Model Name:	MacBook Pro 15"
Model Identifier:	MacBookPro2,2
Processor Name:	Intel Core 2 Duo
Processor Speed:	2.33 GHz
Number Of Processors:	1
Total Number Of Cores:	2
L2 Cache (per processor):	4 MB
Memory:	2 GB
Bus Speed:	667 MHz
Boot ROM Version:	MBP22.00A5.B01
SMC Version:	1.12f5

System Power Settings:

AC Power:
System Sleep Timer (Minutes):	0
Disk Sleep Timer (Minutes):	10
Display Sleep Timer (Minutes):	20
Automatic Restart On Power Loss:	No
Wake On AC Change:	No
Wake On Clamshell Open:	Yes
Wake On LAN:	Yes
Display Sleep Uses Dim:	Yes
Battery Power:
System Sleep Timer (Minutes):	180
Disk Sleep Timer (Minutes):	180
Display Sleep Timer (Minutes):	15
Wake On AC Change:	No
Wake On Clamshell Open:	Yes
Display Sleep Uses Dim:	Yes
Reduce Brightness:	Yes

Battery Information:

Battery Installed:	Yes
First low level warning:	No
Full Charge Capacity (mAh):	5442
Remaining Capacity (mAh):	5196
Amperage (mA):	0
Voltage (mV):	12291
Cycle Count:	24


----------



## VegasACF (May 27, 2005)

You might need to reset the System Management Controller (SMC). Do this:

1. If the computer is on, turn it off.
2. Disconnect the AC Adapter and remove the computer's battery.
3. Press and hold down the power button for 5 seconds and then release the button.
4. Reconnect the battery and AC Adapter.
5. Press the Power button to restart the computer.

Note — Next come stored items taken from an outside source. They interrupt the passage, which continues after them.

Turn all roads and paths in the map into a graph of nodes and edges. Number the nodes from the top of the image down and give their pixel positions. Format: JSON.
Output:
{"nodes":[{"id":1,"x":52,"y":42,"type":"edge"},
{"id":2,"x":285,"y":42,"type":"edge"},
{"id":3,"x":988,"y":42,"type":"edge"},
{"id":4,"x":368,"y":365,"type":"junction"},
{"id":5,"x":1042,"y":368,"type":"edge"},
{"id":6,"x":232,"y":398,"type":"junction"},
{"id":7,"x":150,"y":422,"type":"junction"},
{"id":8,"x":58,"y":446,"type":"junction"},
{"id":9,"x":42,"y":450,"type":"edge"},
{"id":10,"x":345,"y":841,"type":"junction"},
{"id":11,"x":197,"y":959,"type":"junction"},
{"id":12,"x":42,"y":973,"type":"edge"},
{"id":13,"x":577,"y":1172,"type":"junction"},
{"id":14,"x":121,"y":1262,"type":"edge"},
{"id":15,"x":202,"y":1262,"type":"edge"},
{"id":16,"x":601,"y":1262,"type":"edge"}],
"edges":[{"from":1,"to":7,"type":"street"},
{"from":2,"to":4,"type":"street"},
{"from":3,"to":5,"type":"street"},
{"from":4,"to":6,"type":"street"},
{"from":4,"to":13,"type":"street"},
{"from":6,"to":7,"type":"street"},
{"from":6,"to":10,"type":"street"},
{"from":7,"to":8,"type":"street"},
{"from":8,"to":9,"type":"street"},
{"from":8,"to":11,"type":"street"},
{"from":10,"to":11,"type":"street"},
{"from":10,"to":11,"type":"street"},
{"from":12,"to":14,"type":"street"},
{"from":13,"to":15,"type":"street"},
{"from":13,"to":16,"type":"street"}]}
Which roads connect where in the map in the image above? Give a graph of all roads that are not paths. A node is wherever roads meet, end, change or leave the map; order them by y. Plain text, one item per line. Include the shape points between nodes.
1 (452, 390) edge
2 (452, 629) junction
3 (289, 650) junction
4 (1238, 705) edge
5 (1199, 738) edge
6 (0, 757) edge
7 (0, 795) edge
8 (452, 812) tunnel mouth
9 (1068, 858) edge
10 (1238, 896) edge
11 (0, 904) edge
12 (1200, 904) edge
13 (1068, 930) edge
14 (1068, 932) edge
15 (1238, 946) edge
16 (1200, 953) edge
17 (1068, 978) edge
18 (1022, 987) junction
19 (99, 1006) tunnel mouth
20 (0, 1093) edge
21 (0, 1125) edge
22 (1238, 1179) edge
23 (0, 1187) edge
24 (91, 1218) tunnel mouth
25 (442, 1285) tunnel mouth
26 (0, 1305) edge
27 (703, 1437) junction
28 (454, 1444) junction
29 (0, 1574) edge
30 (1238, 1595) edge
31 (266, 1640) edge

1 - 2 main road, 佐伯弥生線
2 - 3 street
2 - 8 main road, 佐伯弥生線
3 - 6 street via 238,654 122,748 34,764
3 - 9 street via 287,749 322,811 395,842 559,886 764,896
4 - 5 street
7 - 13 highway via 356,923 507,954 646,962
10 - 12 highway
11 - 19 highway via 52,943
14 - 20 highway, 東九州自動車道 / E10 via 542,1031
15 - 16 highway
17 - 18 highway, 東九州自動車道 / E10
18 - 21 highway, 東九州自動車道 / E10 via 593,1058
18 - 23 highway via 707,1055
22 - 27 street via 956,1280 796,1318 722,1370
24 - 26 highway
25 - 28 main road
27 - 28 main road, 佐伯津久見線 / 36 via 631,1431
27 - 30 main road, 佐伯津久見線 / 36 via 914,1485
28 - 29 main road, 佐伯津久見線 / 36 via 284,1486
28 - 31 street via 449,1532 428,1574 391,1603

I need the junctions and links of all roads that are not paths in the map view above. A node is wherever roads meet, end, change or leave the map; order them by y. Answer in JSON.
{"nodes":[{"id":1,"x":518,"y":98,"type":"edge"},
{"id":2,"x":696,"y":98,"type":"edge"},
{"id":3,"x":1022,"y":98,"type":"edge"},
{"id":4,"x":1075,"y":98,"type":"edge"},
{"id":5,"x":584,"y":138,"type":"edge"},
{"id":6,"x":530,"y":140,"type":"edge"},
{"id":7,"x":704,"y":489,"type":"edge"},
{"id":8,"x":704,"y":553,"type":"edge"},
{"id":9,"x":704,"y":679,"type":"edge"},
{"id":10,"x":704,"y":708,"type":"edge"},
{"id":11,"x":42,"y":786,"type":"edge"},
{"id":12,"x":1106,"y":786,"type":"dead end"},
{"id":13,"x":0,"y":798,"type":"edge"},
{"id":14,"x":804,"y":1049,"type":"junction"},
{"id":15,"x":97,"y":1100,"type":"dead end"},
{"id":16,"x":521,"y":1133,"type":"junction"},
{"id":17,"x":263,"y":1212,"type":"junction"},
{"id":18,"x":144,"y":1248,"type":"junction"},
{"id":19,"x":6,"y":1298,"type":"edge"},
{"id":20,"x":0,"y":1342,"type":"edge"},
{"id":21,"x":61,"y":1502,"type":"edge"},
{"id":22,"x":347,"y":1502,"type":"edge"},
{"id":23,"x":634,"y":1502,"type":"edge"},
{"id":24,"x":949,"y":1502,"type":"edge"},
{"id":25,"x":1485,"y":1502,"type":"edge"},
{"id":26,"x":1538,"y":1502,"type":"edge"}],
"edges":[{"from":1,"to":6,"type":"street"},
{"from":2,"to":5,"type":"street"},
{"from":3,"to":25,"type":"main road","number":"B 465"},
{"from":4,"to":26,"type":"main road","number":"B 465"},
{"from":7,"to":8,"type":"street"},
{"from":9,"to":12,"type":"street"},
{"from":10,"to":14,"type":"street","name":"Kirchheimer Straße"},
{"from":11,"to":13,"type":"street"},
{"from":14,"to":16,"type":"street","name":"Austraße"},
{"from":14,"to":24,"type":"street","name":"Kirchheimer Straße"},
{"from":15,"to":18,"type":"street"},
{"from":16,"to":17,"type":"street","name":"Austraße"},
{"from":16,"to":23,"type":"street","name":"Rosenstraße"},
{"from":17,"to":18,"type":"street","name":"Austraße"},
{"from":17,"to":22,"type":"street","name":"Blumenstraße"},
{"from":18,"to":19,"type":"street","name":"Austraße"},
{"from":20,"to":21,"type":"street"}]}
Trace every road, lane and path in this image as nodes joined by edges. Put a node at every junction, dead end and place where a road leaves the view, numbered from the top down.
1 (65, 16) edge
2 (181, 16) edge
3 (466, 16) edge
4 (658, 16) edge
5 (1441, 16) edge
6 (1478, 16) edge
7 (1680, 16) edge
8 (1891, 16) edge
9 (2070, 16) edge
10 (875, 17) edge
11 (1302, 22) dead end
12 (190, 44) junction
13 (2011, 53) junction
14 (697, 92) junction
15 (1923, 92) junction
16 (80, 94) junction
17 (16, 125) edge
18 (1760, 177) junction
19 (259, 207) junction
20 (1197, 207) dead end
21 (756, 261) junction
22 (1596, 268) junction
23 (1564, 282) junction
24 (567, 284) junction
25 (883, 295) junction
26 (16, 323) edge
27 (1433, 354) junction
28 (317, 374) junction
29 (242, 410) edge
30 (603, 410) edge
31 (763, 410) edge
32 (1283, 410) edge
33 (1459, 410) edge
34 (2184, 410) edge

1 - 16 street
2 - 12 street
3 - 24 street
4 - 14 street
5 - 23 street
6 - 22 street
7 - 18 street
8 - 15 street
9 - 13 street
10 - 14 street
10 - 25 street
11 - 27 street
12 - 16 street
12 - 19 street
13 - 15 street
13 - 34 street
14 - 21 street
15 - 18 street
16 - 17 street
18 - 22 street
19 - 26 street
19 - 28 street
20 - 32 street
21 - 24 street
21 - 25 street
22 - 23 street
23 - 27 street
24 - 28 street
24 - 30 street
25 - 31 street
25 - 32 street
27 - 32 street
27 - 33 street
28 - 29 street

More info can be found here.


----------



## aychica (Dec 20, 2008)

Thanks - I tried this and did manage to work about 20 min without the AC plug, then it shut down again.

Do you have any other suggestions? Should I try this again?


----------



## ferrija1 (Apr 11, 2006)

Does it properly shut down, or is it an immediate loss of power (not dislike pressing the power button during the earlier segments of the boot sequence? Do you receive any battery depletion dialog?


----------



## aychica (Dec 20, 2008)

It is not a proper shut down, no warning at all, it's an immediate loss and no warning of battery depletion.....
Happy Holidays!


----------



## ferrija1 (Apr 11, 2006)

I'm having a similar problem with my 2.2Ghz 15 inch and have determined the battery to be faulty or at least have a faulty microprocessor inside it (a battery's microprocessor determines the health, amount of charge, etc.) and will hopefully get around to calling Apple soon. Is your laptop under warranty (AppleCare)?


----------